The Late Homecomer by Kao Kalia Yang
This is what Hmong children of my generation are told by our mothers and fathers, by our grandmothers and grandfathers.
They teach us that we have chosen our lives. That the people who we would become we had inside of us from the beginning, and the people whose worlds we share, whose memories we hold strong inside of us, we have always known.
From the sky I would come again.(Yang IX)
How could you not keep reading after such a lyrical beginning? The above passage opens Kao Kalia Yang’s The Late Homecomer, winner of two Minnesota book awards, and a memoir that some instructors across Normandale are using in classes this coming year. In The Late Homecomer, Kao Kalia Yang tells the story of her family’s escape from genocide in Laos following the Vietnam War, first to refugee camps in Thailand, and later to America. Reading it now will prepare you for the author’s visit to campus on February 11, 2010 as part the Midwinter Writing Festival.

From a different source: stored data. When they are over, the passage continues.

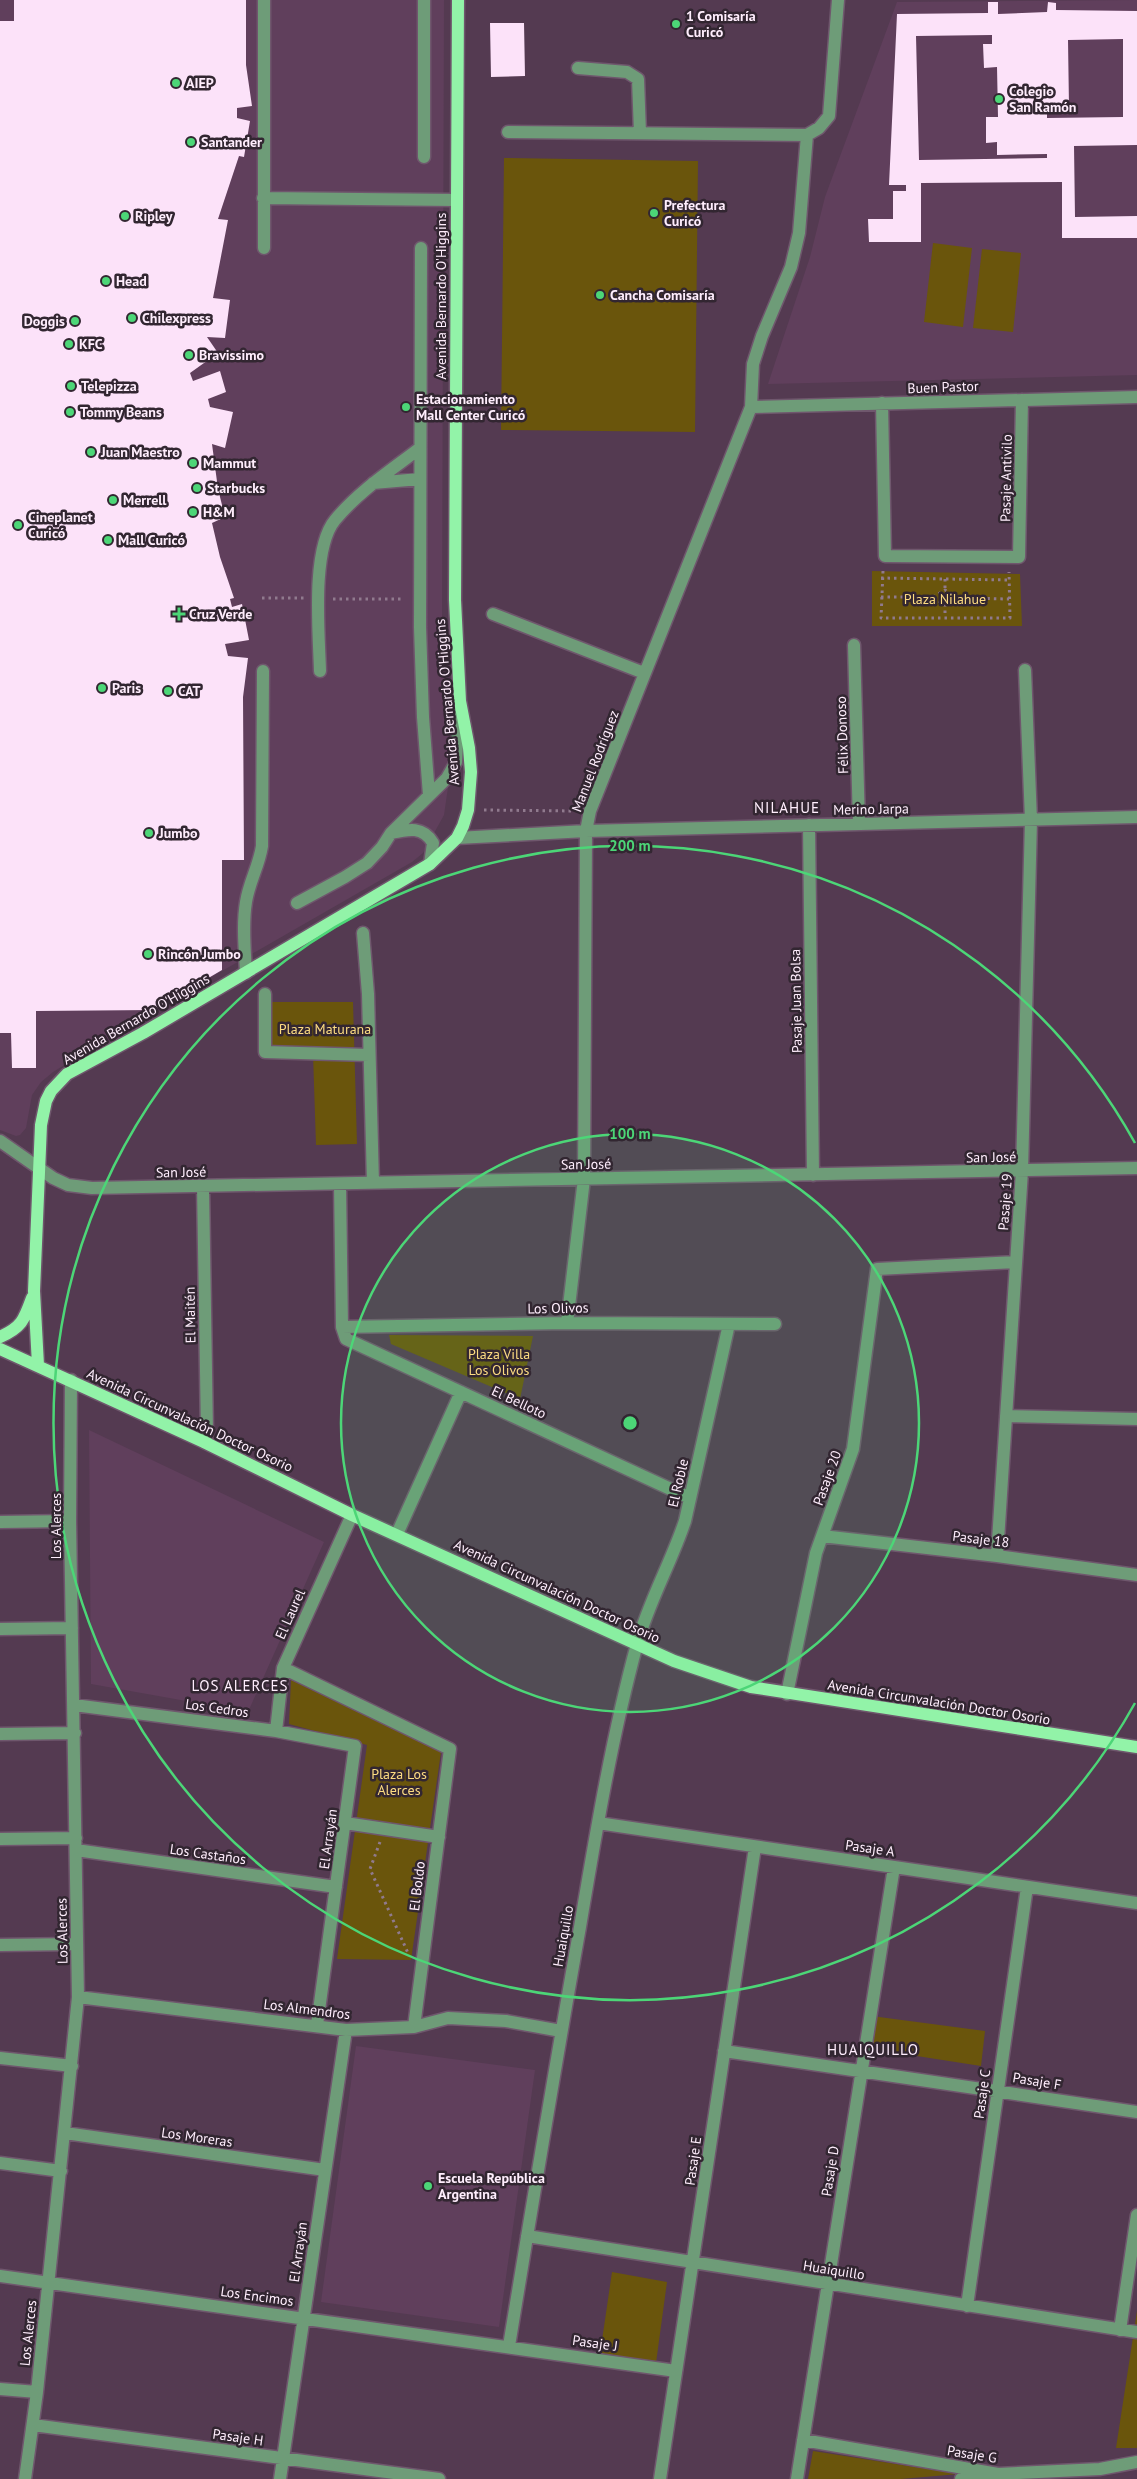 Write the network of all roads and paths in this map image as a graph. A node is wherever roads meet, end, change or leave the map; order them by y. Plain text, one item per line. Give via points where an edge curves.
1 (264, 0) edge
2 (424, 0) edge
3 (458, 0) edge
4 (838, 0) edge
5 (578, 68) dead end
6 (508, 132) dead end
7 (640, 133) junction
8 (807, 135) junction
9 (424, 157) dead end
10 (264, 198) junction
11 (456, 200) junction
12 (264, 248) dead end
13 (421, 248) dead end
14 (1137, 396) edge
15 (1022, 400) junction
16 (882, 403) junction
17 (751, 407) junction
18 (420, 448) junction
19 (420, 479) junction
20 (371, 484) junction
21 (885, 556) junction
22 (1014, 557) junction
23 (881, 578) junction
24 (945, 579) junction
25 (1009, 580) junction
26 (945, 590) junction
27 (881, 597) junction
28 (932, 597) junction
29 (262, 598) dead end
30 (958, 598) junction
31 (319, 599) junction
32 (1009, 599) junction
33 (420, 600) junction
34 (945, 605) junction
35 (493, 614) dead end
36 (945, 617) junction
37 (854, 646) dead end
38 (1025, 670) dead end
39 (262, 671) dead end
40 (320, 671) dead end
41 (644, 673) junction
42 (460, 701) junction
43 (429, 795) junction
44 (468, 810) junction
45 (590, 811) junction
46 (1137, 817) edge
47 (1031, 820) junction
48 (859, 824) junction
49 (809, 825) junction
50 (586, 831) junction
51 (392, 832) junction
52 (456, 838) junction
53 (430, 864) junction
54 (297, 903) dead end
55 (362, 934) dead end
56 (246, 973) junction
57 (265, 994) dead end
58 (369, 1055) junction
59 (0, 1141) edge
60 (1137, 1168) edge
61 (40, 1170) junction
62 (1022, 1172) junction
63 (813, 1175) junction
64 (584, 1180) junction
65 (374, 1183) junction
66 (340, 1184) junction
67 (203, 1186) junction
68 (1016, 1262) junction
69 (34, 1291) junction
70 (566, 1323) junction
71 (729, 1324) junction
72 (775, 1324) dead end
73 (342, 1327) junction
74 (0, 1337) edge
75 (0, 1349) edge
76 (38, 1365) junction
77 (71, 1380) junction
78 (460, 1392) junction
79 (1006, 1416) junction
80 (1137, 1419) edge
81 (204, 1442) junction
82 (690, 1498) junction
83 (352, 1515) junction
84 (0, 1522) edge
85 (70, 1522) junction
86 (397, 1534) junction
87 (822, 1536) junction
88 (997, 1556) junction
89 (1137, 1575) edge
90 (72, 1628) junction
91 (0, 1629) edge
92 (637, 1643) junction
93 (283, 1668) junction
94 (787, 1694) junction
95 (74, 1705) junction
96 (276, 1731) junction
97 (75, 1733) junction
98 (0, 1734) edge
99 (355, 1746) joint
100 (1137, 1747) edge
101 (345, 1823) junction
102 (598, 1823) junction
103 (384, 1830) junction
104 (439, 1837) junction
105 (0, 1839) edge
106 (76, 1844) junction
107 (755, 1846) junction
108 (894, 1867) junction
109 (336, 1887) junction
110 (1027, 1887) junction
111 (1137, 1904) edge
112 (77, 1944) junction
113 (0, 1945) edge
114 (422, 1968) junction
115 (78, 1997) junction
116 (317, 2026) junction
117 (414, 2027) junction
118 (346, 2030) junction
119 (561, 2031) junction
120 (724, 2051) junction
121 (0, 2058) edge
122 (72, 2066) junction
123 (861, 2072) junction
124 (998, 2090) junction
125 (1137, 2112) edge
126 (65, 2133) junction
127 (0, 2163) edge
128 (325, 2170) junction
129 (62, 2171) junction
130 (1137, 2215) edge
131 (527, 2236) junction
132 (693, 2262) junction
133 (0, 2276) edge
134 (48, 2283) junction
135 (828, 2284) junction
136 (967, 2306) junction
137 (304, 2317) junction
138 (1120, 2330) junction
139 (1137, 2332) edge
140 (509, 2346) junction
141 (676, 2371) junction
142 (0, 2388) edge
143 (37, 2392) junction
144 (34, 2425) junction
145 (803, 2440) junction
146 (283, 2458) junction
147 (1137, 2462) edge
148 (998, 2474) junction
149 (25, 2479) edge
150 (280, 2479) edge
151 (439, 2479) edge
152 (660, 2479) edge
153 (797, 2479) edge
154 (961, 2479) edge

1 - 10 street
2 - 9 street
3 - 11 main road, Avenida Bernardo O'Higgins
4 - 8 street via 829,116 819,128
5 - 7 street via 627,72 638,78
6 - 7 street
7 - 8 street
8 - 17 street, Manuel Rodríguez via 799,233 791,267 753,364
10 - 11 street
10 - 12 street
11 - 42 main road, Avenida Bernardo O'Higgins via 455,600
13 - 18 street
14 - 15 street, Buen Pastor
15 - 16 street, Buen Pastor
15 - 22 street, Pasaje Antivilo
16 - 17 street, Buen Pastor
16 - 21 street
17 - 41 street, Manuel Rodríguez
18 - 19 street
18 - 20 street
19 - 20 street
19 - 33 street
20 - 31 street via 334,521 319,570
21 - 22 street
21 - 23 path
22 - 25 path
23 - 24 path
23 - 27 path
24 - 25 path
24 - 26 path
25 - 32 path
26 - 28 path
26 - 30 path
27 - 28 path
27 - 36 path via 881,618
28 - 34 path
29 - 31 path
30 - 32 path
30 - 34 path
31 - 33 path
31 - 40 street
32 - 36 path via 1010,618
33 - 43 street
34 - 36 path
35 - 41 street
37 - 48 street, Félix Donoso
38 - 47 street, Pasaje 19
39 - 56 street via 262,846 260,863 251,879 246,902
41 - 45 street, Manuel Rodríguez
42 - 43 street via 454,769
42 - 44 main road, Avenida Bernardo O'Higgins via 469,748
43 - 51 street
44 - 45 path
44 - 52 main road, Avenida Bernardo O'Higgins
45 - 50 street, Manuel Rodríguez
46 - 47 street, Merino Jarpa
47 - 48 street, Merino Jarpa
47 - 62 street, Pasaje 19
48 - 49 street, Merino Jarpa
49 - 50 street, Merino Jarpa
49 - 63 street, Pasaje Juan Bolsa
50 - 52 street, Merino Jarpa
50 - 64 street, Manuel Rodríguez
51 - 53 street via 415,829 430,837 433,843
51 - 54 street via 367,863
52 - 53 main road, Avenida Bernardo O'Higgins
53 - 56 main road, Avenida Bernardo O'Higgins
55 - 58 street
56 - 61 main road, Avenida Bernardo O'Higgins via 67,1074 52,1091 43,1110
57 - 58 street via 266,1052
58 - 65 street
59 - 61 street, San José
60 - 62 street, San José
61 - 67 street, San José via 68,1185 92,1188
61 - 69 main road
62 - 63 street, San José
62 - 68 street, Pasaje 19
63 - 64 street, San José
64 - 65 street, San José
64 - 70 street, Manuel Rodríguez
65 - 66 street, San José
66 - 67 street, San José
66 - 73 street
67 - 81 street, El Maitén via 207,1432
68 - 79 street, Pasaje 19
68 - 87 street, Pasaje 20 via 878,1269 857,1430 847,1470
69 - 74 main road via 24,1320 16,1330
69 - 76 main road
70 - 71 street, Los Olivos
70 - 73 street, Los Olivos
71 - 72 street, Los Olivos
71 - 82 street, El Roble
73 - 78 street, El Belloto via 346,1339
75 - 76 main road, Avenida Circunvalación Doctor Osorio
76 - 77 main road, Avenida Circunvalación Doctor Osorio
77 - 81 main road, Avenida Circunvalación Doctor Osorio
77 - 85 street, Los Alerces
78 - 82 street, El Belloto
78 - 86 street
79 - 80 street
79 - 88 street, Pasaje 19
81 - 83 main road, Avenida Circunvalación Doctor Osorio
82 - 92 street, El Roble via 677,1545 657,1585
83 - 86 main road, Avenida Circunvalación Doctor Osorio
83 - 93 street, El Laurel
84 - 85 street
85 - 90 street, Los Alerces
86 - 92 main road, Avenida Circunvalación Doctor Osorio
87 - 88 street, Pasaje 18
87 - 94 street, Pasaje 20
88 - 89 street, Pasaje 18
90 - 91 street
90 - 95 street, Los Alerces
92 - 94 main road, Avenida Circunvalación Doctor Osorio via 722,1679
92 - 102 street, Huaiquillo
93 - 96 street, El Laurel
93 - 104 street, El Boldo via 450,1749
94 - 100 main road, Avenida Circunvalación Doctor Osorio
95 - 96 street, Los Cedros
95 - 97 street, Los Alerces
96 - 99 street, Los Cedros
97 - 98 street
97 - 106 street, Los Alerces
99 - 101 street, El Arrayán
101 - 103 street
101 - 109 street, El Arrayán
102 - 107 street, Pasaje A
102 - 119 street, Huaiquillo
103 - 104 street
103 - 114 path via 370,1869 411,1960
104 - 114 street, El Boldo
105 - 106 street, Los Castaños
106 - 109 street, Los Castaños
106 - 112 street, Los Alerces
107 - 108 street, Pasaje A
107 - 120 street, Pasaje E
108 - 110 street, Pasaje A
108 - 123 street, Pasaje D
109 - 116 street, El Arrayán
110 - 111 street, Pasaje A
110 - 124 street, Pasaje C
112 - 113 street
112 - 115 street, Los Alerces
114 - 117 street, El Boldo
115 - 116 street, Los Almendros
115 - 122 street, Los Alerces
116 - 118 street, Los Almendros
117 - 118 street, Los Almendros
117 - 119 street, Los Almendros via 448,2018 506,2021
118 - 128 street, El Arrayán
119 - 131 street, Huaiquillo
120 - 123 street, Pasaje F
120 - 132 street, Pasaje E
121 - 122 street
122 - 126 street, Los Alerces
123 - 124 street, Pasaje F
123 - 135 street, Pasaje D
124 - 125 street, Pasaje F
124 - 136 street, Pasaje C
126 - 128 street, Los Moreras
126 - 129 street, Los Alerces
127 - 129 street
128 - 137 street, El Arrayán
129 - 134 street, Los Alerces
130 - 138 street
131 - 132 street, Huaiquillo
131 - 140 street, Huaiquillo
132 - 135 street, Huaiquillo
132 - 141 street, Pasaje E
133 - 134 street, Los Encimos
134 - 137 street, Los Encimos
134 - 143 street, Los Alerces
135 - 136 street, Huaiquillo
135 - 145 street, Pasaje D
136 - 138 street, Huaiquillo
137 - 140 street, Los Encimos
137 - 146 street, El Arrayán
138 - 139 street, Huaiquillo
140 - 141 street, Pasaje J
141 - 152 street, Pasaje E
142 - 143 street
143 - 144 street, Los Alerces
144 - 146 street, Pasaje H
144 - 149 street, Los Alerces
145 - 148 street, Pasaje G
145 - 153 street, Pasaje D
146 - 150 street, El Arrayán
146 - 151 street, Pasaje H
147 - 148 street, Pasaje G via 1100,2469
148 - 154 street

This simple focus is part of the genius of The Late Homecomer and what it has to offer any reader. Through the eyes of one they will see a people, a culture, an exodus, the American immigrant experience, which is similar to what other immigrants face and also unique for the Hmong, a people without a homeland or a written language of their own. Used by the American military during the Vietnam War and later abandoned, they were a forgotten people whose beliefs and customs are little known in the United States. Reading this book will also cause students to think about their own families, the journeys that make them who they are. I’ve found in my classes that first generation immigrants are deeply impacted by the Yang family story, and the response has been overwhelmingly enthusiastic from all students.

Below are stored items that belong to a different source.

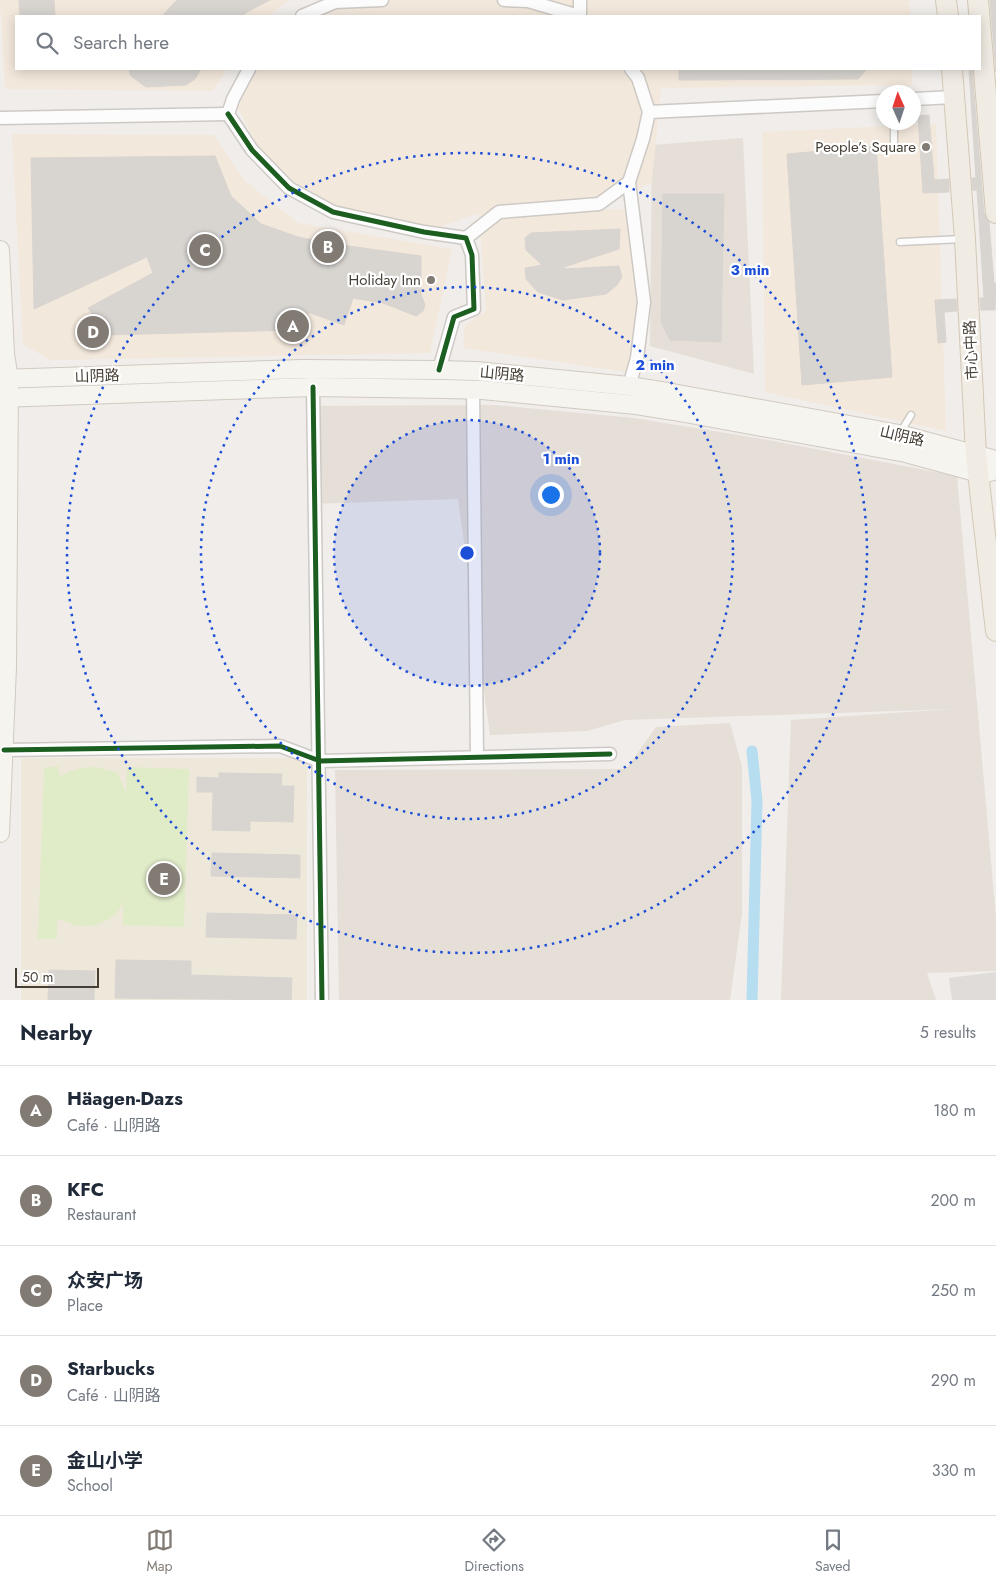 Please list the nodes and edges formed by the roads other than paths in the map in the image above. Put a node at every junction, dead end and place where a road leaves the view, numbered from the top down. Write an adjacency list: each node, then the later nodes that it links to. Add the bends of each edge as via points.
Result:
1 (382, 0): 6 (street, via 335,2)
2 (504, 0): 7 (street, via 528,1)
3 (580, 0): 8 (street)
4 (946, 0): 9 (main road)
5 (978, 0): 10 (main road)
6 (304, 15)
7 (576, 15)
8 (579, 15)
9 (948, 15)
10 (980, 15)
11 (981, 19): 15 (main road)
12 (248, 70): 20 (street)
13 (632, 70): 19 (street, via 638,78)
14 (952, 70): 16 (main road, 市心中路)
15 (991, 81): 25 (main road)
16 (954, 97): 17 (street); 27 (main road, 市心中路)
17 (921, 99)
18 (876, 101): 19 (street)
19 (649, 112): 24 (street)
20 (228, 114): 21 (street); 26 (street, via 252,150 289,188 333,212)
21 (0, 118)
22 (894, 130): 23 (lane)
23 (894, 142)
24 (629, 182): 26 (street, via 599,204 499,212); 32 (street, via 644,302 638,358)
25 (996, 213)
26 (466, 238): 30 (street, via 472,255 474,309 454,317)
27 (966, 239): 28 (lane); 39 (main road, 市心中路)
28 (900, 242)
29 (0, 250): 31 (main road)
30 (439, 370): 31 (main road, 山阴路, via 302,369); 32 (main road, 山阴路)
31 (4, 379): 35 (main road)
32 (629, 386): 37 (main road, 山阴路)
33 (313, 387): 34 (main road, 山阴路); 35 (main road, 山阴路); 44 (street)
34 (473, 390): 39 (main road, 山阴路, via 636,405); 43 (street)
35 (4, 398): 41 (main road, via 7,667)
36 (911, 415): 37 (lane)
37 (899, 434): 39 (main road, 山阴路)
38 (996, 460): 39 (main road, 山阴路)
39 (983, 466): 40 (main road, 市心中路)
40 (996, 631)
41 (4, 750): 44 (street, via 280,746); 45 (main road)
42 (610, 754): 43 (street)
43 (477, 757): 44 (street)
44 (320, 761): 46 (street)
45 (0, 833)
46 (322, 1000)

In the memoir’s opening pages we are in the jungle with Kao Kalia Yang’s mother and father, on the run from North Vietnamese soldiers. “They both insist that in a time there was no room for choices, they had chosen each other.” This is the first of many difficult choices the family faces. By choosing Yang’s father, her mother must leave her own family behind and she never sees them again. In a frightening battle that follows, the family is split, the men escaping into the jungles while the women are captured and taken to a prison camp, where Kao Kalia’s oldest sister, Dawb is born. Eventually the family escapes and is reunited, crossing the Mekong River to a relative safety in the Ban Vanai refugee camp in Thailand. This is where Kao Kalia and spends the earliest years of her childhood—unaware of the death and danger that surrounds her. The family moves on to Phanat Nikhom Transition Camp and then to St. Paul where we find out that coming to America is in some ways just the beginning of their troubles.

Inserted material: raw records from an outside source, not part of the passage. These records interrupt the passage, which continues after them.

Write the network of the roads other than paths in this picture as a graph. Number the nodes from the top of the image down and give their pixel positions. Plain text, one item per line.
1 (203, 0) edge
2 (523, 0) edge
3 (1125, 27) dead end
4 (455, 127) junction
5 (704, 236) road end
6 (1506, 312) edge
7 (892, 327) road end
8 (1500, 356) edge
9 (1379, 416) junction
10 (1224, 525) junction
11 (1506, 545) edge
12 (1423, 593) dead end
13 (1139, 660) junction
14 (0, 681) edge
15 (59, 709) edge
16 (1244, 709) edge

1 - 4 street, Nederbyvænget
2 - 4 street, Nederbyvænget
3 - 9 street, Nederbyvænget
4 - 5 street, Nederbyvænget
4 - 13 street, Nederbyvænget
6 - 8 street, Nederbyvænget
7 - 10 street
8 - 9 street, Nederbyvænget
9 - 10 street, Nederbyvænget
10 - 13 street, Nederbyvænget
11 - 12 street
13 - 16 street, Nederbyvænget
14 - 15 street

I don’t want to say much more about the story here. Oh, there are legends and folklore, ghosts and hauntings and cruelties and surprising kindnesses. It’s all told in simple but lovely prose. You pick up this book and you are wrapped up in an experience. The true subject of the memoir, the most fascinating character of all is Kao Kalia Yang’s grandmother, a shaman and the matriarch of her family. As I read it, I thought about my own ancestors. I came to understand the Hmong culture in ways I had not before. It opened up the ways I look at the contemporary American immigrant experience.
All of these things are beautiful to share with fellow readers, as I hope to with my students this coming spring. The Common Book committee is excited to announce that Kao Kalia Yang will be speaking at our campus as part of the Midwinter Writing Festival on February 11, 2010! Your adventure begins if you pick up a copy of this book at the Normandale Store.